• _TASK PROMPT_
The records underneath are to be repeated exactly, with the pictures left out.

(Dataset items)
◇ ◇ ◇ ◇ ◇
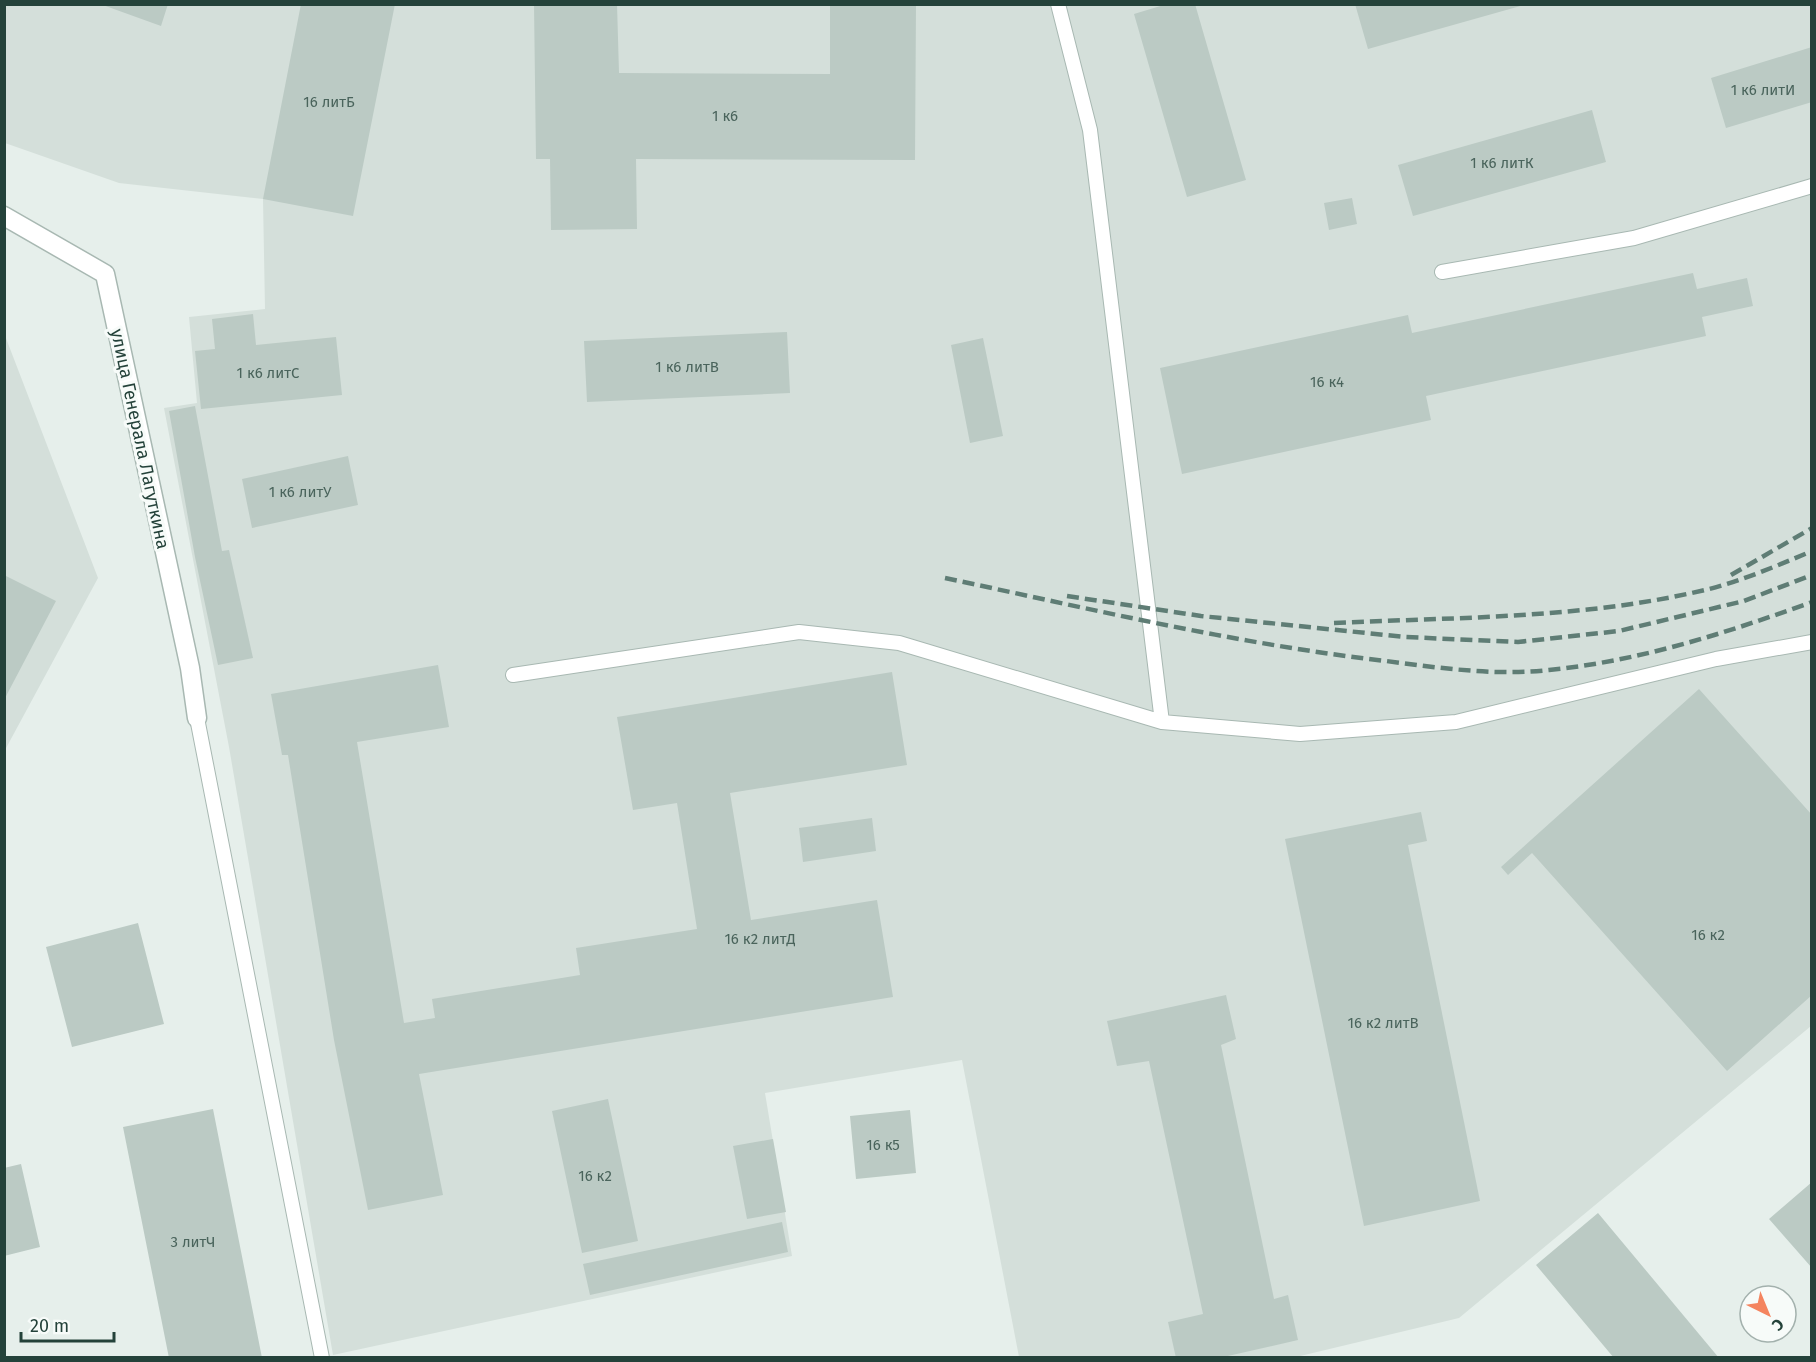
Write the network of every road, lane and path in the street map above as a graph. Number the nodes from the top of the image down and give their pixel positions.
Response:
1 (1058, 4) edge
2 (1812, 186) edge
3 (4, 216) edge
4 (1442, 272) dead end
5 (1812, 642) edge
6 (513, 675) dead end
7 (197, 718) joint
8 (1162, 722) junction
9 (322, 1358) edge

1 - 8 lane
2 - 4 lane
3 - 7 street, улица Генерала Лагуткина
5 - 8 lane
6 - 8 lane
7 - 9 lane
◇ ◇ ◇ ◇ ◇
• _TASK ANSWER_
Write the network of every road, lane and path in the street map above as a graph. Number the nodes from the top of the image down and give their pixel positions.
Response:
1 (1058, 4) edge
2 (1812, 186) edge
3 (4, 216) edge
4 (1442, 272) dead end
5 (1812, 642) edge
6 (513, 675) dead end
7 (197, 718) joint
8 (1162, 722) junction
9 (322, 1358) edge

1 - 8 lane
2 - 4 lane
3 - 7 street, улица Генерала Лагуткина
5 - 8 lane
6 - 8 lane
7 - 9 lane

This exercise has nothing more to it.